[Dataset records]

========================================

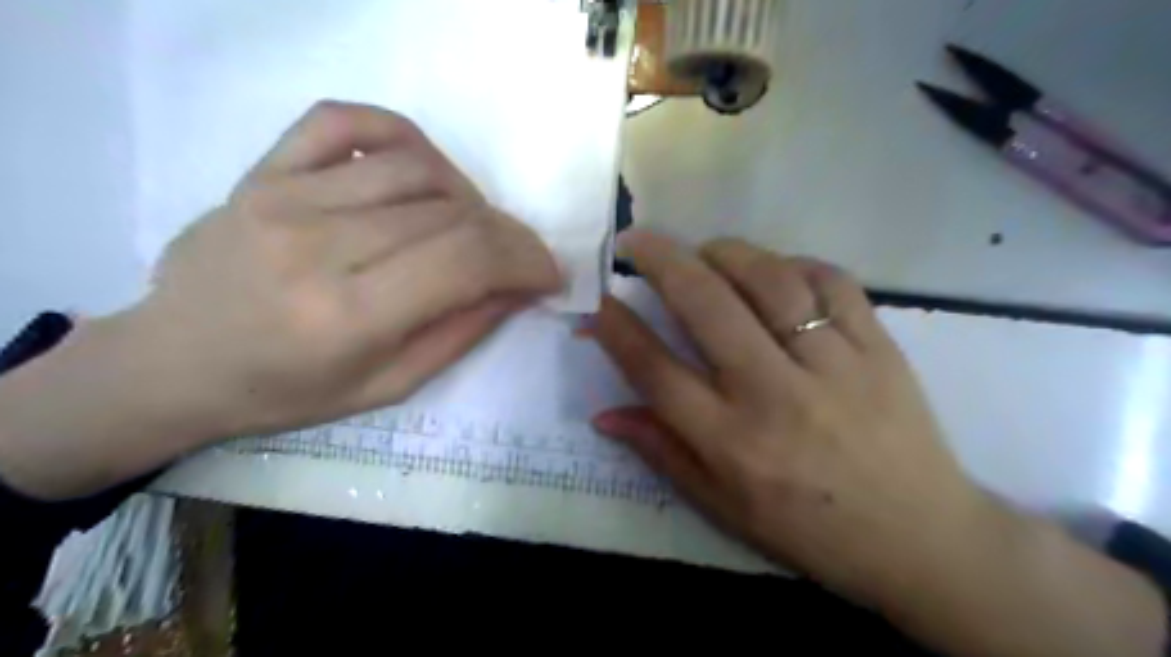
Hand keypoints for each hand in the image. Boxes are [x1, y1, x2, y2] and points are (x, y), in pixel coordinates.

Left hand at [1, 101, 561, 496]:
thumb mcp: (388, 387)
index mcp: (349, 316)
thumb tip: (519, 288)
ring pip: (415, 166)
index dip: (525, 258)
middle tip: (516, 257)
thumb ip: (461, 333)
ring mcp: (285, 197)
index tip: (549, 273)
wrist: (175, 363)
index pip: (467, 259)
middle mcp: (319, 245)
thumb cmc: (286, 392)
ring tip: (468, 224)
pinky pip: (345, 121)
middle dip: (506, 234)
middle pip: (451, 212)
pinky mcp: (263, 171)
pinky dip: (399, 134)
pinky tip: (419, 168)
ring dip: (465, 195)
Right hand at [591, 234, 976, 597]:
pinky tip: (776, 269)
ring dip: (725, 252)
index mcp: (732, 443)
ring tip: (704, 251)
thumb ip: (661, 452)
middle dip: (660, 260)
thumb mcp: (723, 508)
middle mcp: (775, 396)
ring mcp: (833, 365)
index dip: (617, 328)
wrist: (920, 538)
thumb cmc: (809, 530)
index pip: (656, 370)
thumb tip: (603, 414)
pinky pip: (832, 281)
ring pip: (769, 280)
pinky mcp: (880, 348)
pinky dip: (795, 263)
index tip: (598, 298)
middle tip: (635, 240)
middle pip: (706, 306)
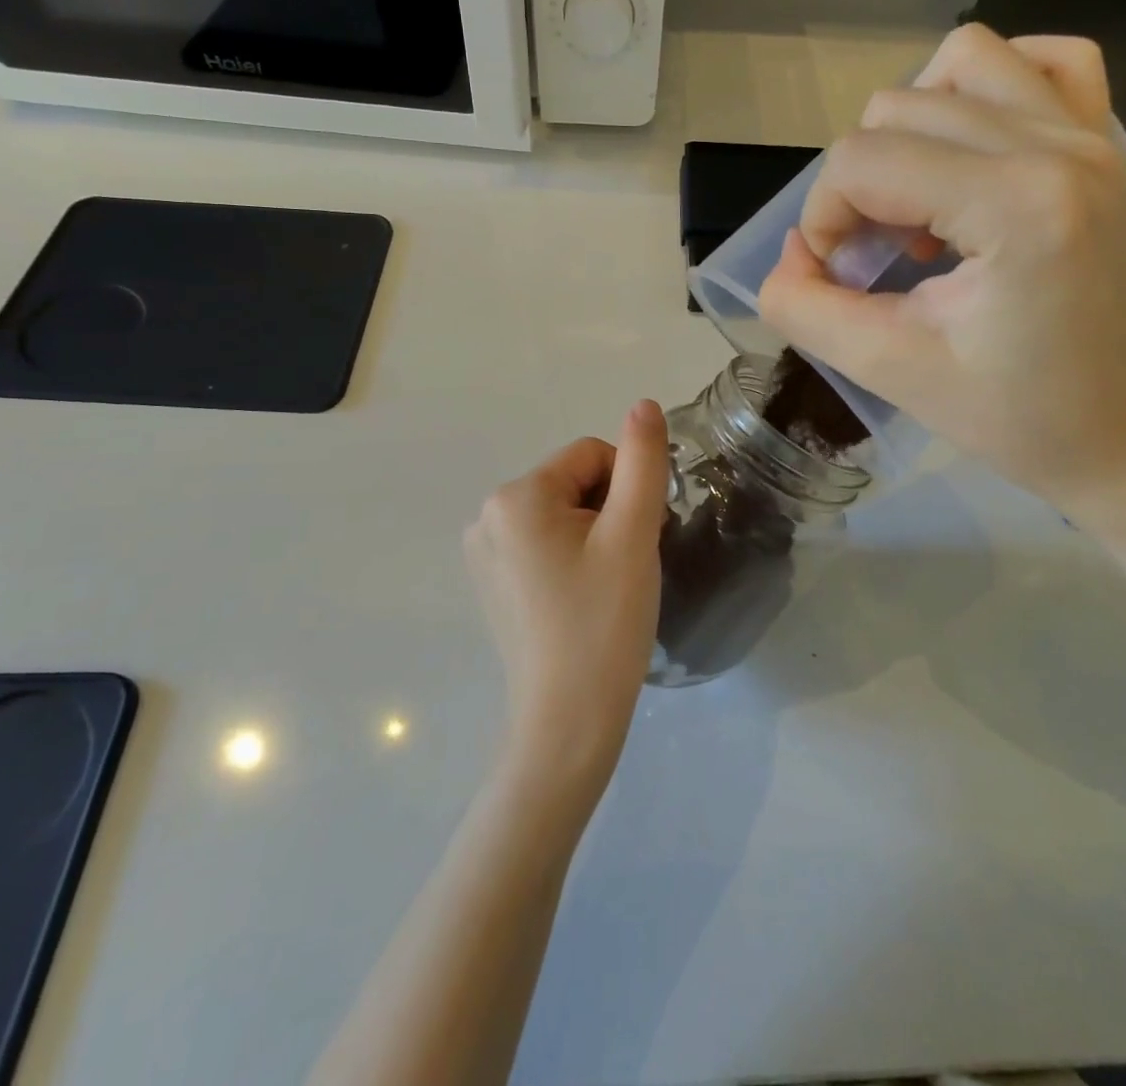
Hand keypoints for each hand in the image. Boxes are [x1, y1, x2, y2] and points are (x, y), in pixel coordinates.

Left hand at [464, 401, 670, 794]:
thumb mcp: (632, 533)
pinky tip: (580, 598)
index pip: (591, 455)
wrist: (568, 721)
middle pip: (573, 482)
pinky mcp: (490, 581)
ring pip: (560, 512)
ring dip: (593, 534)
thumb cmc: (604, 623)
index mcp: (516, 496)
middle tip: (623, 567)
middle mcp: (487, 515)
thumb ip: (642, 461)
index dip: (627, 489)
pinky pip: (541, 542)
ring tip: (604, 586)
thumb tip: (642, 404)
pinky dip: (570, 556)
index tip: (636, 539)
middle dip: (607, 512)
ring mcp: (483, 551)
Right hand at [759, 23, 1125, 520]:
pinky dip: (990, 87)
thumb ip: (804, 307)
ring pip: (962, 61)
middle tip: (879, 257)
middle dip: (859, 184)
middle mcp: (1058, 146)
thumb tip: (791, 251)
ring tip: (921, 200)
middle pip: (897, 109)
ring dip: (912, 127)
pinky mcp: (1103, 142)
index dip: (824, 217)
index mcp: (1015, 205)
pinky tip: (971, 145)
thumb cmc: (1009, 415)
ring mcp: (1089, 135)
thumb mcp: (885, 369)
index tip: (838, 278)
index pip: (863, 161)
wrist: (1118, 435)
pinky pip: (1043, 60)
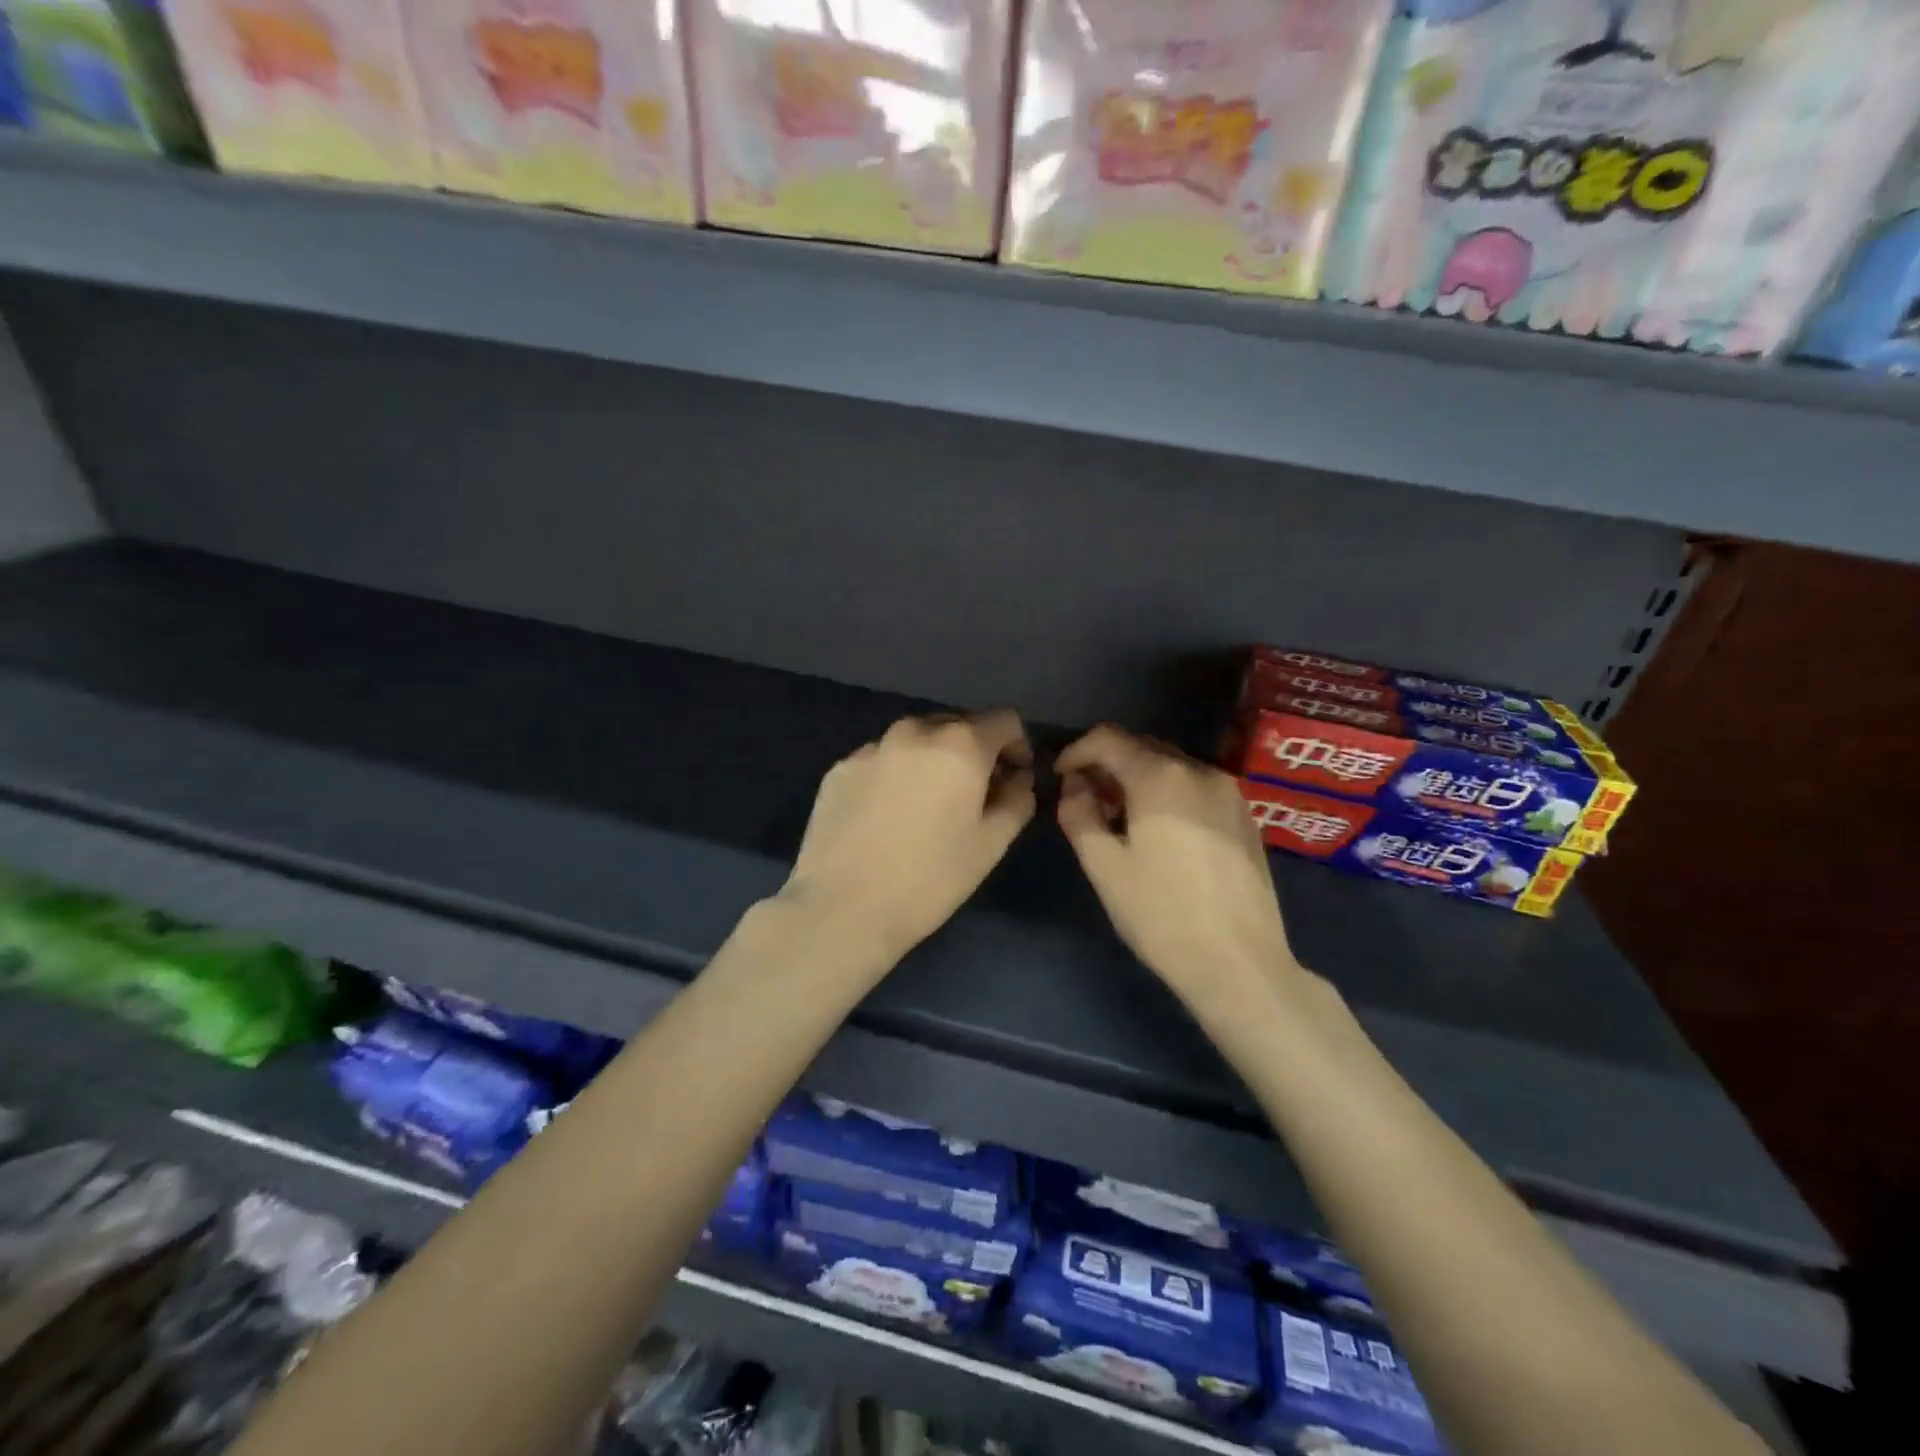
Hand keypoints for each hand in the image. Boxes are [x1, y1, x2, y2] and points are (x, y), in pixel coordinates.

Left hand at [779, 710, 1035, 961]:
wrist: (843, 908)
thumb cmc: (929, 878)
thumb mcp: (990, 845)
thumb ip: (1017, 800)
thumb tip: (1018, 779)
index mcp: (959, 744)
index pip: (1004, 720)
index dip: (1017, 746)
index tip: (1013, 778)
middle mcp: (914, 731)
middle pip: (957, 725)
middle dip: (974, 752)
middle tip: (973, 795)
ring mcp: (871, 747)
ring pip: (916, 740)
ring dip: (932, 760)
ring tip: (927, 805)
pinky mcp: (840, 768)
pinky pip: (881, 759)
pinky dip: (895, 774)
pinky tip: (887, 816)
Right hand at [1056, 724, 1304, 1009]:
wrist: (1239, 964)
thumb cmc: (1161, 914)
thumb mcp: (1104, 866)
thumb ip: (1079, 815)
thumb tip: (1074, 786)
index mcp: (1161, 777)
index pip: (1108, 738)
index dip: (1076, 751)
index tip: (1060, 777)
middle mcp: (1199, 771)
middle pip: (1142, 747)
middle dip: (1107, 764)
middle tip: (1085, 799)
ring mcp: (1229, 793)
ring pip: (1171, 766)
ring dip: (1138, 779)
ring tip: (1120, 817)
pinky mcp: (1245, 817)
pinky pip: (1195, 787)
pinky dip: (1168, 793)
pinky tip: (1160, 832)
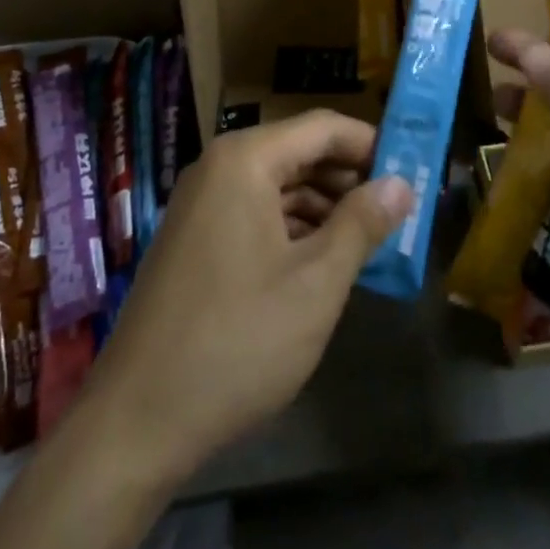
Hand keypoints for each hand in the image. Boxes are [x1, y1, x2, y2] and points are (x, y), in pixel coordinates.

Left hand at [83, 109, 412, 481]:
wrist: (136, 421)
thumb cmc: (237, 341)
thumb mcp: (316, 283)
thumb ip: (362, 224)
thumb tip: (401, 183)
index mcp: (246, 159)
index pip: (323, 127)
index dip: (371, 144)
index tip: (413, 171)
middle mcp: (219, 167)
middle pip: (299, 152)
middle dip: (350, 178)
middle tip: (399, 210)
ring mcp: (202, 203)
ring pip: (278, 184)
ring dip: (325, 206)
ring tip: (370, 239)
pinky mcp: (195, 238)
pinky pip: (255, 212)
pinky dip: (293, 228)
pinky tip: (323, 261)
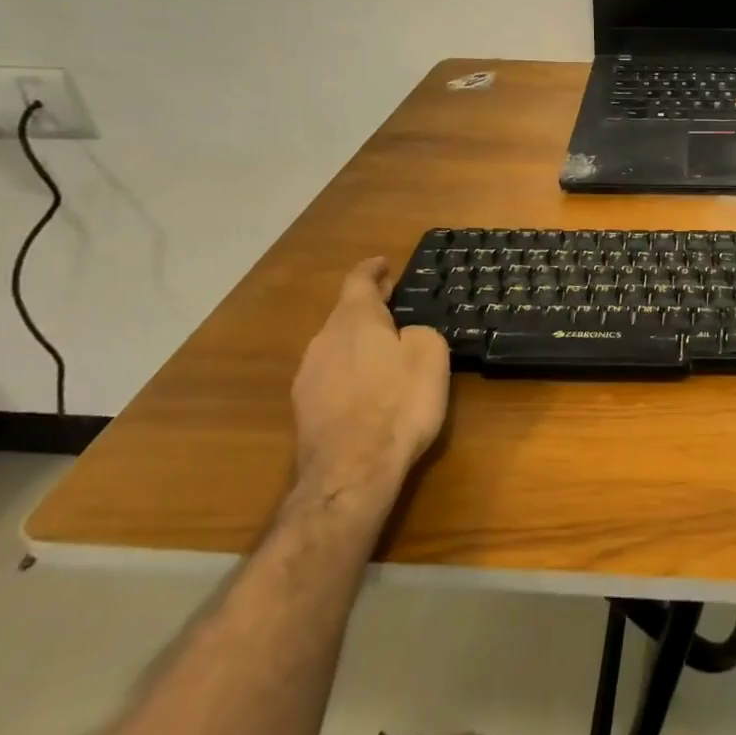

========================================

EXERCISE BRIEF:
In the entries above, how many lines hold the word "Left"? Answer with the number only.

ANSWER TO THIS PROBLEM:
4